Provided data:
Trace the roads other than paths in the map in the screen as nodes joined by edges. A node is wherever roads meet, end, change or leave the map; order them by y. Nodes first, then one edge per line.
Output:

---

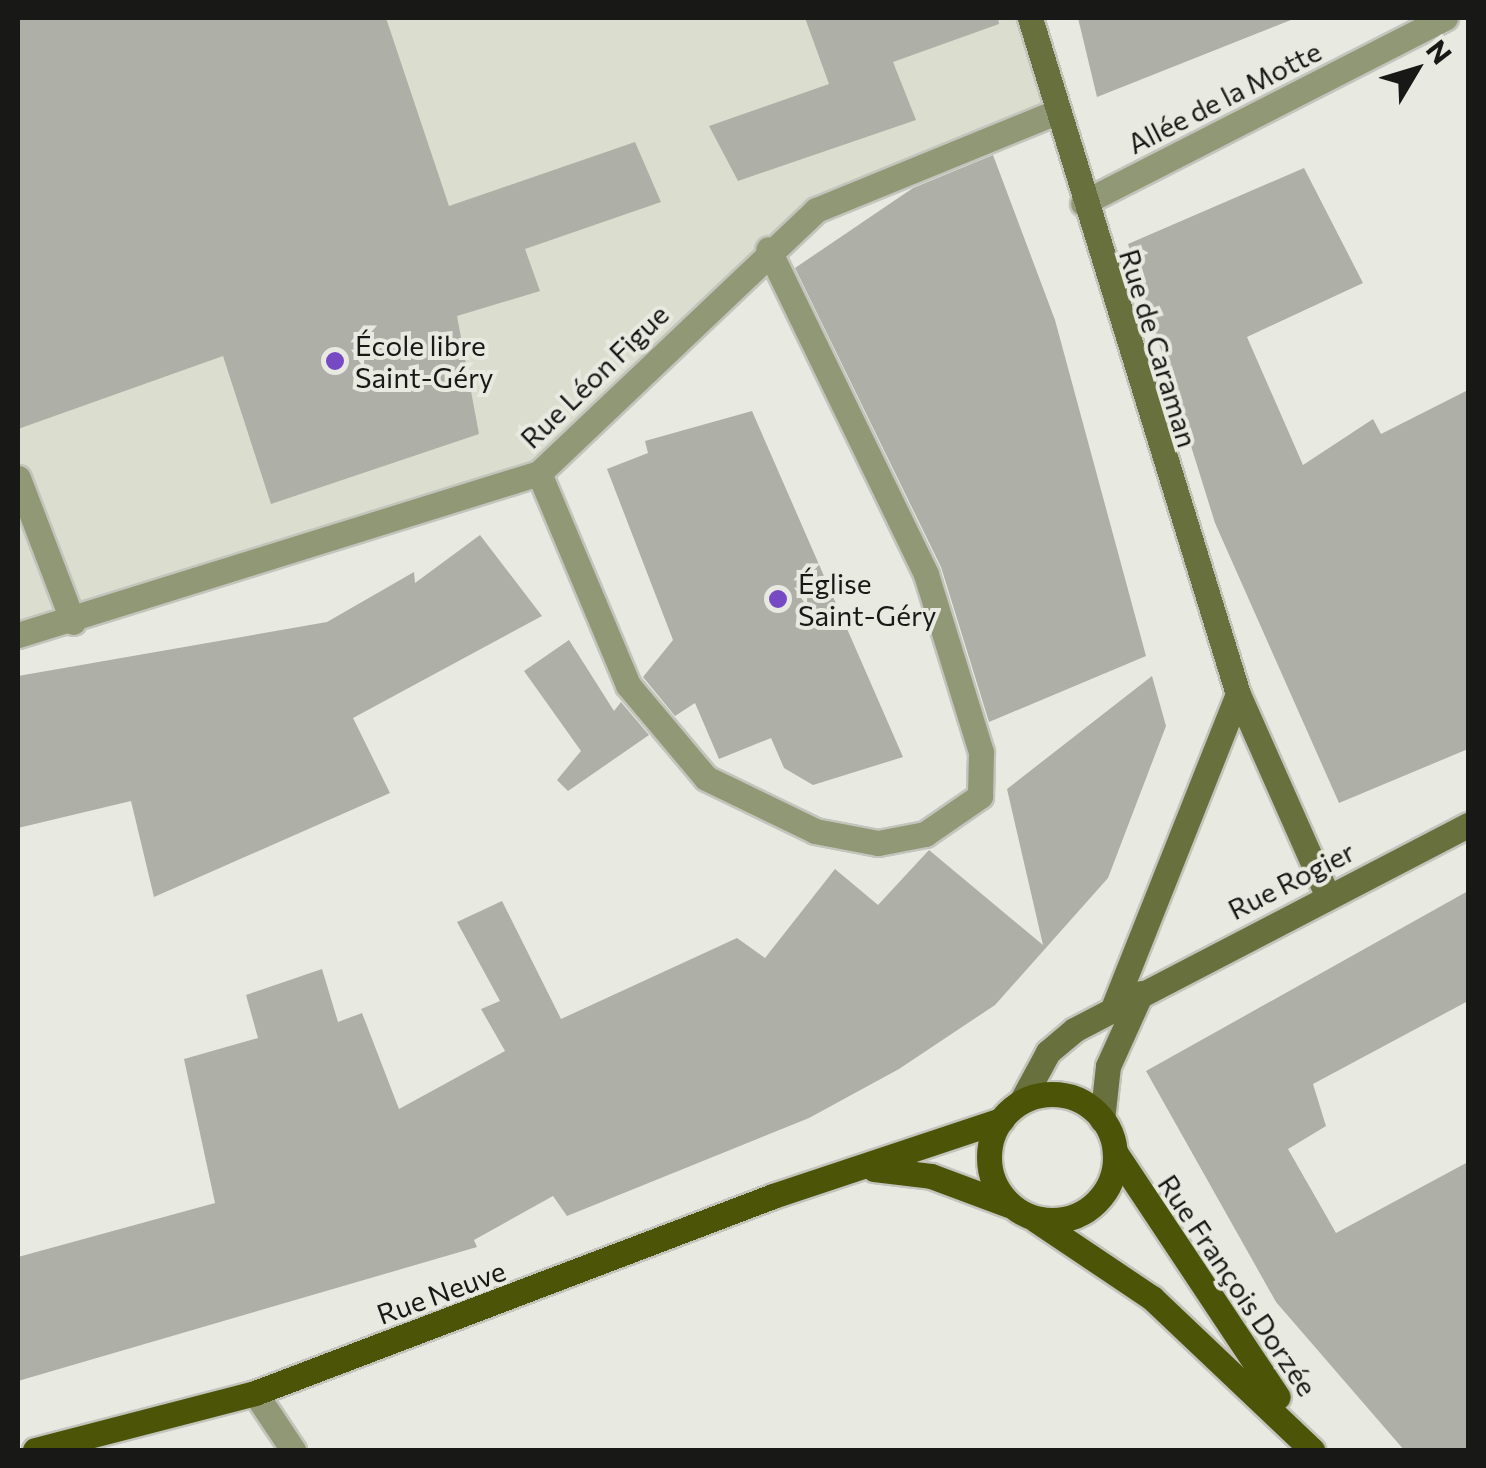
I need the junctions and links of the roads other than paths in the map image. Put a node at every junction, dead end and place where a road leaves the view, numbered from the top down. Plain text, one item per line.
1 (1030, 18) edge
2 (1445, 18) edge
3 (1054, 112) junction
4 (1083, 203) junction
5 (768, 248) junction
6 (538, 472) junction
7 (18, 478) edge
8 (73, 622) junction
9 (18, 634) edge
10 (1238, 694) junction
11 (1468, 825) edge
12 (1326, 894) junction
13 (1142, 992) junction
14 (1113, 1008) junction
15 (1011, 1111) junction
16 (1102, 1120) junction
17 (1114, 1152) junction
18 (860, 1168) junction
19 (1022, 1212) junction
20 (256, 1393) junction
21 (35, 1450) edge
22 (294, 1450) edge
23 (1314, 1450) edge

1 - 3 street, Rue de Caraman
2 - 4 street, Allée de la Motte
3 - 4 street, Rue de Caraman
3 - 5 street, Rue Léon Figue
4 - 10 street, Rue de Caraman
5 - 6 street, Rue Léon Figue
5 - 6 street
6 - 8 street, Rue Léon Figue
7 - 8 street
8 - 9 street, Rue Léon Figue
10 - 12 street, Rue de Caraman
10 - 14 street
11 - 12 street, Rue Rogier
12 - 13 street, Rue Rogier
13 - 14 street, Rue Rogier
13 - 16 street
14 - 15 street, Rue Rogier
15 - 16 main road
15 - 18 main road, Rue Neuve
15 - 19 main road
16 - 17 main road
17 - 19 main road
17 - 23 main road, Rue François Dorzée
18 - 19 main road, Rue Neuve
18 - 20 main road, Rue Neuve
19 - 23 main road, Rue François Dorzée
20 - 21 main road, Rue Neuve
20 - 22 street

--

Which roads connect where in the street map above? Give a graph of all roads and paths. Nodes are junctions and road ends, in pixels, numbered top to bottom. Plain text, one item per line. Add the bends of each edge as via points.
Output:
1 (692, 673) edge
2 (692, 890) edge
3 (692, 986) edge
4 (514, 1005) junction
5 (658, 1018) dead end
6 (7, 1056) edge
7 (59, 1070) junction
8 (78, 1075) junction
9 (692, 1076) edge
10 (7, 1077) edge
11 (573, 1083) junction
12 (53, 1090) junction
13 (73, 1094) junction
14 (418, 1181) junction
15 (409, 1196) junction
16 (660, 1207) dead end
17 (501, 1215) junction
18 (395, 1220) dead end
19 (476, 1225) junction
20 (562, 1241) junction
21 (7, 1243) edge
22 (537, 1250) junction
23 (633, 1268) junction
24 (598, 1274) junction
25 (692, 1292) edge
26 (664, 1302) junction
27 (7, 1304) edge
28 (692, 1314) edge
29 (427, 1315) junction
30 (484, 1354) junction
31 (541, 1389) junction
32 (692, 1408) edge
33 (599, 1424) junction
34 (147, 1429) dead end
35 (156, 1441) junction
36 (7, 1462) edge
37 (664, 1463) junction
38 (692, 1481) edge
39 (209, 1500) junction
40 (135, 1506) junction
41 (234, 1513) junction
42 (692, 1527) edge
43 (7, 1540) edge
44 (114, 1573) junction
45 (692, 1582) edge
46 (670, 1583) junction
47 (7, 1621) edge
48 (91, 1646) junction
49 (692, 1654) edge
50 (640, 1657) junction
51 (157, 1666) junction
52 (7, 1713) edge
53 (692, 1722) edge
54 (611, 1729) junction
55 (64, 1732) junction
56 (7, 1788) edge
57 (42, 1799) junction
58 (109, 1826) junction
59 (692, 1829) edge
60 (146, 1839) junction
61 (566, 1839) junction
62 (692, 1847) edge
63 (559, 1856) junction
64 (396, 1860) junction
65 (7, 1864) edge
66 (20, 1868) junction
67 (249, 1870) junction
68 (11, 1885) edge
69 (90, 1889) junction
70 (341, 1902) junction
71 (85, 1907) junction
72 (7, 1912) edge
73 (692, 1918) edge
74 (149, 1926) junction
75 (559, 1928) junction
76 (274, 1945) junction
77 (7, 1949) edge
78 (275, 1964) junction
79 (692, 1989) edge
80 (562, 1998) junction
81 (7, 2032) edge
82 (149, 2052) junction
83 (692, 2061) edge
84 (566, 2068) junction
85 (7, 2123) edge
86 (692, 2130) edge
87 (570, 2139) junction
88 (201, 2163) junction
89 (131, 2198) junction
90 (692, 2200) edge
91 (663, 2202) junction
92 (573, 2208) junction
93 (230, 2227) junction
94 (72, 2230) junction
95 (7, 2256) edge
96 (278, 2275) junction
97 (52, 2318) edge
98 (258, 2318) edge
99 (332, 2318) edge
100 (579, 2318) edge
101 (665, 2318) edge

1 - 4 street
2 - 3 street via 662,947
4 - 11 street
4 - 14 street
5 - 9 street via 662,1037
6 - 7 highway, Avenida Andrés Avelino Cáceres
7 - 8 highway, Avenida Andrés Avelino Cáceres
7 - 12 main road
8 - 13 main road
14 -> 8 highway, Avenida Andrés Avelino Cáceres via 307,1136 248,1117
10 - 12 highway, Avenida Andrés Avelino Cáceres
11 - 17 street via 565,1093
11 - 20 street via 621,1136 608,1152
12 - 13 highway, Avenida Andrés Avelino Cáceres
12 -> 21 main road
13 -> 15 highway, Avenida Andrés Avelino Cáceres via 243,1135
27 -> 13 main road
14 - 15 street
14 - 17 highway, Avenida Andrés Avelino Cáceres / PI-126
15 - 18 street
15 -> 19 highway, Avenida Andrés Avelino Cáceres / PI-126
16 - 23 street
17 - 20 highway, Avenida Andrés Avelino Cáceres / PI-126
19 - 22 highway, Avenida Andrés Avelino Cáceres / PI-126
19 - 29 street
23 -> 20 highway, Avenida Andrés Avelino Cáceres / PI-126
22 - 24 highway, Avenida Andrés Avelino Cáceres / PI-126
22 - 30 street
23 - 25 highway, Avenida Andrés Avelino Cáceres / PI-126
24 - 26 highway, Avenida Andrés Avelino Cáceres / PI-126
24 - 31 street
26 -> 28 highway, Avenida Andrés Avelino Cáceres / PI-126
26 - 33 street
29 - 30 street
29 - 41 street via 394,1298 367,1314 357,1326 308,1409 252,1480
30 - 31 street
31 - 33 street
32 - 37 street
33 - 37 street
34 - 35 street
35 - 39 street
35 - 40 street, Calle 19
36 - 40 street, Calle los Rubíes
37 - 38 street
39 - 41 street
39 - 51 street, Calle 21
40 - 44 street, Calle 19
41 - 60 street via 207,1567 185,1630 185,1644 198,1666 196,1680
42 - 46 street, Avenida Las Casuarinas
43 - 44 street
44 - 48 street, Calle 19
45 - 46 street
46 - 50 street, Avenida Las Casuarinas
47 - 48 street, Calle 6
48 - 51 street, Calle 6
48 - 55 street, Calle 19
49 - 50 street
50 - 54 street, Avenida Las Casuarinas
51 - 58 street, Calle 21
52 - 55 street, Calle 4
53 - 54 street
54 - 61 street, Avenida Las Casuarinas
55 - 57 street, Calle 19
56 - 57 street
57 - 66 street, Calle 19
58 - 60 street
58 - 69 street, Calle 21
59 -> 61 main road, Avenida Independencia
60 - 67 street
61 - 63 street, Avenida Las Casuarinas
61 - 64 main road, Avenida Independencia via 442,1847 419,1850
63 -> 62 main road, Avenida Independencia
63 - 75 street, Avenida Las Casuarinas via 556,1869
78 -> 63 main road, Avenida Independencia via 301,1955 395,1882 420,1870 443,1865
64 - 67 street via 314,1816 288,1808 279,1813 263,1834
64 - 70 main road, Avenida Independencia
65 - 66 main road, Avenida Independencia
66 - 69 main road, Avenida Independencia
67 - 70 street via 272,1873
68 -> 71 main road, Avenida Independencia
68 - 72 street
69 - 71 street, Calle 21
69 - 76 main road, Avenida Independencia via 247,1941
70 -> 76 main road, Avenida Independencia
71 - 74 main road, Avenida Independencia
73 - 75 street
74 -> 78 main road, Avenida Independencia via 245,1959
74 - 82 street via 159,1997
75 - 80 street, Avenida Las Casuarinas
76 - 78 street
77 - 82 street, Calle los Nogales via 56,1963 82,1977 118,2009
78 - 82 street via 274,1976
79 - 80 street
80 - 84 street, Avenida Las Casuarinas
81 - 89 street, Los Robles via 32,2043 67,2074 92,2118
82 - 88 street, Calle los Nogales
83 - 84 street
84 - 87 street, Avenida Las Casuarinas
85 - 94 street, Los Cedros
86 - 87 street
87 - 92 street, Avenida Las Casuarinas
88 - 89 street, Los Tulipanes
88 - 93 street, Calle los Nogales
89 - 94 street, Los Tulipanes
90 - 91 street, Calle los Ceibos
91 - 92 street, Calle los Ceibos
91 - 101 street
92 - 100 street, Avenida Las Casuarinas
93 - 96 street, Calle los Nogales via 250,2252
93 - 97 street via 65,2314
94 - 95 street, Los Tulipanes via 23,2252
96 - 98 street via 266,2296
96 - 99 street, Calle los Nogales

Task: Look through the material for "Nodes". Copy each line that has it.

Exercise answer:
Trace the roads other than paths in the map in the screen as nodes joined by edges. A node is wherever roads meet, end, change or leave the map; order them by y. Nodes first, then one edge per line.
Which roads connect where in the street map above? Give a graph of all roads and paths. Nodes are junctions and road ends, in pixels, numbered top to bottom. Plain text, one item per line. Add the bends of each edge as via points.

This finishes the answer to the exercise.